Quel réalisateur de téléfilm faudrait-il lancer aujourd’hui en prime
time pour retourner l’opinion française en faveur de la Turquie ? Qui
donc pourrait ébranler ce « non jamais ! » qui semble vouloir écraser
dans l’oeuf le lent, prudent, technocratique, laborieux « oui si » de
la Commission européenne ?

Et si l’on admettait que la « question turque » pose enfin, de façon
extrêmement franche la question de l’Europe elle-même et, derrière,
la question de la France même ? Dis-moi si tu dis oui ou non à quinze
ans de nouvelles négociations avec la Turquie, avec à leur terme la
plus rassurante des garanties le référendum constitutionnel annoncé
par le président de la République et je te dirai qui tu es, qui tu
veux être dans le temps et dans le monde.

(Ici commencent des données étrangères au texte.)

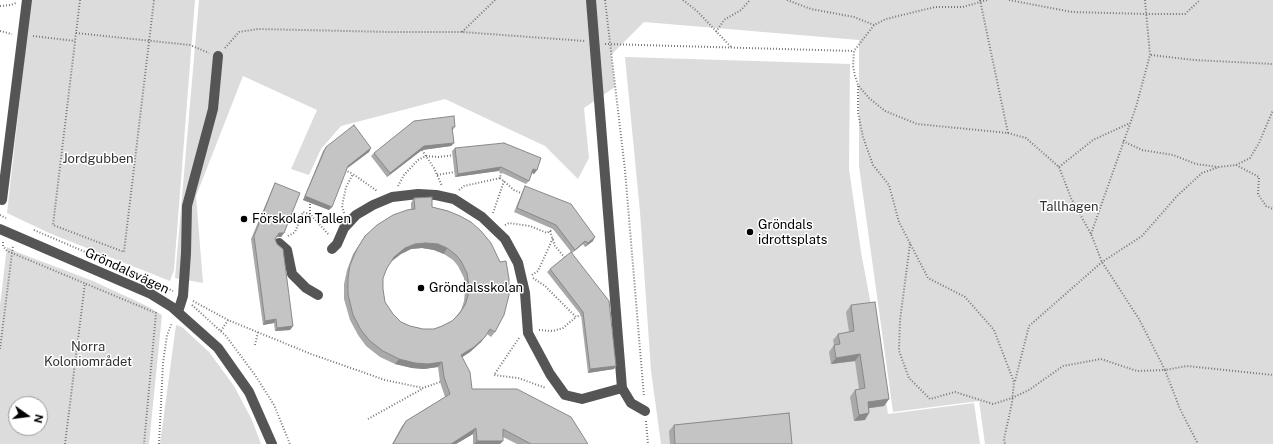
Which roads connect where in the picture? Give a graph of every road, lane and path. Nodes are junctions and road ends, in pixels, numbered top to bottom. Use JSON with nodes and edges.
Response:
{"nodes":[{"id":1,"x":80,"y":0,"type":"edge"},
{"id":2,"x":154,"y":0,"type":"edge"},
{"id":3,"x":495,"y":0,"type":"edge"},
{"id":4,"x":592,"y":0,"type":"edge"},
{"id":5,"x":605,"y":0,"type":"edge"},
{"id":6,"x":683,"y":0,"type":"edge"},
{"id":7,"x":750,"y":0,"type":"edge"},
{"id":8,"x":787,"y":0,"type":"edge"},
{"id":9,"x":987,"y":0,"type":"edge"},
{"id":10,"x":1009,"y":0,"type":"edge"},
{"id":11,"x":1145,"y":0,"type":"edge"},
{"id":12,"x":1200,"y":0,"type":"edge"},
{"id":13,"x":22,"y":1,"type":"edge"},
{"id":14,"x":980,"y":1,"type":"edge"},
{"id":15,"x":0,"y":6,"type":"edge"},
{"id":16,"x":1146,"y":14,"type":"junction"},
{"id":17,"x":874,"y":25,"type":"junction"},
{"id":18,"x":462,"y":32,"type":"junction"},
{"id":19,"x":716,"y":32,"type":"junction"},
{"id":20,"x":76,"y":33,"type":"junction"},
{"id":21,"x":22,"y":34,"type":"junction"},
{"id":22,"x":75,"y":41,"type":"junction"},
{"id":23,"x":149,"y":41,"type":"junction"},
{"id":24,"x":595,"y":42,"type":"junction"},
{"id":25,"x":612,"y":45,"type":"junction"},
{"id":26,"x":732,"y":48,"type":"junction"},
{"id":27,"x":854,"y":51,"type":"junction"},
{"id":28,"x":1150,"y":55,"type":"junction"},
{"id":29,"x":218,"y":56,"type":"junction"},
{"id":30,"x":1273,"y":64,"type":"edge"},
{"id":31,"x":858,"y":85,"type":"junction"},
{"id":32,"x":1273,"y":110,"type":"edge"},
{"id":33,"x":1130,"y":123,"type":"junction"},
{"id":34,"x":1008,"y":132,"type":"junction"},
{"id":35,"x":1123,"y":141,"type":"junction"},
{"id":36,"x":422,"y":150,"type":"edge"},
{"id":37,"x":457,"y":155,"type":"edge"},
{"id":38,"x":426,"y":156,"type":"junction"},
{"id":39,"x":1236,"y":165,"type":"junction"},
{"id":40,"x":1059,"y":167,"type":"junction"},
{"id":41,"x":1219,"y":167,"type":"junction"},
{"id":42,"x":345,"y":170,"type":"edge"},
{"id":43,"x":454,"y":172,"type":"dead end"},
{"id":44,"x":501,"y":172,"type":"edge"},
{"id":45,"x":353,"y":174,"type":"junction"},
{"id":46,"x":437,"y":175,"type":"junction"},
{"id":47,"x":500,"y":178,"type":"junction"},
{"id":48,"x":504,"y":181,"type":"junction"},
{"id":49,"x":524,"y":195,"type":"edge"},
{"id":50,"x":446,"y":197,"type":"junction"},
{"id":51,"x":310,"y":198,"type":"edge"},
{"id":52,"x":390,"y":198,"type":"junction"},
{"id":53,"x":2,"y":200,"type":"dead end"},
{"id":54,"x":1273,"y":209,"type":"edge"},
{"id":55,"x":310,"y":214,"type":"junction"},
{"id":56,"x":348,"y":224,"type":"junction"},
{"id":57,"x":491,"y":226,"type":"junction"},
{"id":58,"x":553,"y":229,"type":"edge"},
{"id":59,"x":550,"y":231,"type":"junction"},
{"id":60,"x":1,"y":233,"type":"edge"},
{"id":61,"x":1091,"y":234,"type":"junction"},
{"id":62,"x":552,"y":238,"type":"junction"},
{"id":63,"x":279,"y":243,"type":"joint"},
{"id":64,"x":910,"y":244,"type":"junction"},
{"id":65,"x":334,"y":246,"type":"joint"},
{"id":66,"x":12,"y":253,"type":"junction"},
{"id":67,"x":567,"y":261,"type":"edge"},
{"id":68,"x":1102,"y":262,"type":"junction"},
{"id":69,"x":85,"y":283,"type":"junction"},
{"id":70,"x":318,"y":295,"type":"dead end"},
{"id":71,"x":183,"y":296,"type":"junction"},
{"id":72,"x":178,"y":312,"type":"junction"},
{"id":73,"x":581,"y":315,"type":"edge"},
{"id":74,"x":228,"y":320,"type":"junction"},
{"id":75,"x":221,"y":331,"type":"dead end"},
{"id":76,"x":258,"y":332,"type":"junction"},
{"id":77,"x":255,"y":345,"type":"dead end"},
{"id":78,"x":0,"y":349,"type":"edge"},
{"id":79,"x":1165,"y":370,"type":"junction"},
{"id":80,"x":1273,"y":375,"type":"edge"},
{"id":81,"x":440,"y":382,"type":"dead end"},
{"id":82,"x":1014,"y":382,"type":"junction"},
{"id":83,"x":423,"y":388,"type":"junction"},
{"id":84,"x":622,"y":388,"type":"junction"},
{"id":85,"x":1012,"y":398,"type":"junction"},
{"id":86,"x":645,"y":411,"type":"junction"},
{"id":87,"x":368,"y":419,"type":"dead end"},
{"id":88,"x":65,"y":444,"type":"edge"},
{"id":89,"x":144,"y":444,"type":"edge"},
{"id":90,"x":159,"y":444,"type":"edge"},
{"id":91,"x":272,"y":444,"type":"edge"},
{"id":92,"x":648,"y":444,"type":"edge"},
{"id":93,"x":1005,"y":444,"type":"edge"},
{"id":94,"x":1198,"y":444,"type":"edge"}],
"edges":[{"from":1,"to":20,"type":"path"},
{"from":2,"to":23,"type":"path"},
{"from":3,"to":18,"type":"path"},
{"from":4,"to":24,"type":"street"},
{"from":5,"to":25,"type":"path"},
{"from":6,"to":19,"type":"path"},
{"from":7,"to":19,"type":"path"},
{"from":8,"to":17,"type":"path"},
{"from":9,"to":14,"type":"path"},
{"from":10,"to":16,"type":"path"},
{"from":11,"to":16,"type":"path"},
{"from":12,"to":16,"type":"path"},
{"from":13,"to":15,"type":"path"},
{"from":13,"to":21,"type":"street"},
{"from":14,"to":17,"type":"path"},
{"from":14,"to":34,"type":"path"},
{"from":16,"to":28,"type":"path"},
{"from":17,"to":27,"type":"path"},
{"from":18,"to":24,"type":"path"},
{"from":18,"to":29,"type":"path"},
{"from":19,"to":26,"type":"path"},
{"from":20,"to":22,"type":"path"},
{"from":20,"to":23,"type":"path"},
{"from":21,"to":22,"type":"path"},
{"from":21,"to":53,"type":"street"},
{"from":22,"to":23,"type":"path"},
{"from":23,"to":29,"type":"path"},
{"from":24,"to":25,"type":"path"},
{"from":24,"to":84,"type":"street"},
{"from":25,"to":26,"type":"path"},
{"from":25,"to":86,"type":"path"},
{"from":26,"to":27,"type":"path"},
{"from":27,"to":31,"type":"path"},
{"from":28,"to":30,"type":"path"},
{"from":28,"to":33,"type":"path"},
{"from":29,"to":71,"type":"street"},
{"from":31,"to":34,"type":"path"},
{"from":31,"to":64,"type":"path"},
{"from":32,"to":39,"type":"path"},
{"from":33,"to":35,"type":"path"},
{"from":33,"to":40,"type":"path"},
{"from":34,"to":40,"type":"path"},
{"from":35,"to":41,"type":"path"},
{"from":35,"to":61,"type":"path"},
{"from":36,"to":38,"type":"path"},
{"from":37,"to":38,"type":"path"},
{"from":38,"to":46,"type":"path"},
{"from":38,"to":52,"type":"path"},
{"from":39,"to":41,"type":"path"},
{"from":39,"to":54,"type":"path"},
{"from":40,"to":61,"type":"path"},
{"from":41,"to":68,"type":"path"},
{"from":42,"to":45,"type":"path"},
{"from":43,"to":46,"type":"path"},
{"from":44,"to":47,"type":"path"},
{"from":45,"to":52,"type":"path"},
{"from":45,"to":56,"type":"path"},
{"from":46,"to":50,"type":"path"},
{"from":47,"to":48,"type":"path"},
{"from":47,"to":50,"type":"path"},
{"from":48,"to":49,"type":"path"},
{"from":48,"to":57,"type":"path"},
{"from":50,"to":52,"type":"street"},
{"from":50,"to":57,"type":"street"},
{"from":51,"to":55,"type":"path"},
{"from":52,"to":56,"type":"street"},
{"from":55,"to":63,"type":"path"},
{"from":55,"to":65,"type":"path"},
{"from":56,"to":65,"type":"street"},
{"from":57,"to":59,"type":"path"},
{"from":57,"to":84,"type":"street"},
{"from":58,"to":59,"type":"path"},
{"from":59,"to":62,"type":"path"},
{"from":60,"to":66,"type":"path"},
{"from":60,"to":72,"type":"street","name":"Gröndalsvägen"},
{"from":61,"to":68,"type":"path"},
{"from":62,"to":67,"type":"path"},
{"from":62,"to":73,"type":"path"},
{"from":63,"to":70,"type":"street"},
{"from":64,"to":82,"type":"path"},
{"from":64,"to":85,"type":"path"},
{"from":66,"to":69,"type":"path"},
{"from":66,"to":78,"type":"path"},
{"from":68,"to":79,"type":"path"},
{"from":68,"to":82,"type":"path"},
{"from":69,"to":88,"type":"path"},
{"from":69,"to":89,"type":"path"},
{"from":71,"to":72,"type":"street"},
{"from":71,"to":74,"type":"path"},
{"from":72,"to":90,"type":"path"},
{"from":72,"to":91,"type":"street","name":"Gröndalsvägen"},
{"from":74,"to":75,"type":"path"},
{"from":74,"to":76,"type":"path"},
{"from":76,"to":77,"type":"path"},
{"from":76,"to":83,"type":"path"},
{"from":79,"to":80,"type":"path"},
{"from":79,"to":85,"type":"path"},
{"from":79,"to":94,"type":"path"},
{"from":81,"to":83,"type":"path"},
{"from":82,"to":85,"type":"path"},
{"from":83,"to":87,"type":"path"},
{"from":84,"to":86,"type":"street"},
{"from":85,"to":93,"type":"path"},
{"from":86,"to":92,"type":"path"}]}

C’est précisément parce que la Turquie est à la fois en Europe et en
Asie, et à 95 % en Asie, que la question de son entrée doit être
posée. C’est parce qu’elle a les apparences d’une étrangère à
l’Europe, que sa population de 100 millions annoncés pour 2020 est
musulmane à une écrasante majorité, que son PIB par habitant est de
10 % du niveau moyen de l’Union à vingt-cinq, que son régime
politique s’est tout récemment extrait du pouvoir militaire, que ses
troupes ont encore un pied dans Chypre, que le génocide des Arméniens
est encore une blessure à vif, que le territoire turc confine à la
Syrie, à l’Irak, à l’Iran, qu’un grand nombre de pays européens se
sont battus pendant des siècles contre le joug ottoman, c’est parce
que la liste des motifs de rejet semble ainsi bien longue,
impressionnante, dissuasive que ce débat prend une toute autre
dimension.

A plusieurs reprises, la France a été poussée, à propos de l’Europe
toujours, à s’interroger sur sa propre identité et sur sa vocation
dans l’histoire de l’humanité. Le général de Gaulle et le chancelier
Adenauer, en scellant la réconciliation franco-allemande, qui est
devenue aujourd’hui si évidente, ont profondément changé le destin et
la nature de leurs nations respectives. La haine nationale
franco-allemande était fondatrice. Elle avait donné naissance à la
nation allemande et à la IIIe République française. Il a fallu de
Gaulle et Adenauer pour lui substituer, après bien des années de «
oui si » confrontés à des « non jamais », la paix et l’amitié comme
principes fondateurs de deux peuples autrefois ennemis. Lorsque
Georges Pompidou reçut la reine Elizabeth II à dîner au grand Trianon
le 15 mai 1972, à la veille de l’entrée de la Grande-Bretagne dans la
CEE, il lui dit ceci : « Votre pays, il n’y a pas si longtemps
encore, semblait considérer la Communauté économique comme une de ces
coalitions continentales que, durant plus de trois siècles, il
s’était avec obstination et succès acharné à détruire. La France, de
son côté, voyait dans la Grande-Bretagne un pays résolument tourné
vers l’océan, c’est-à-dire en marge de l’Europe. Or, voici que nous
nous sommes mutuellement convaincus du contraire. »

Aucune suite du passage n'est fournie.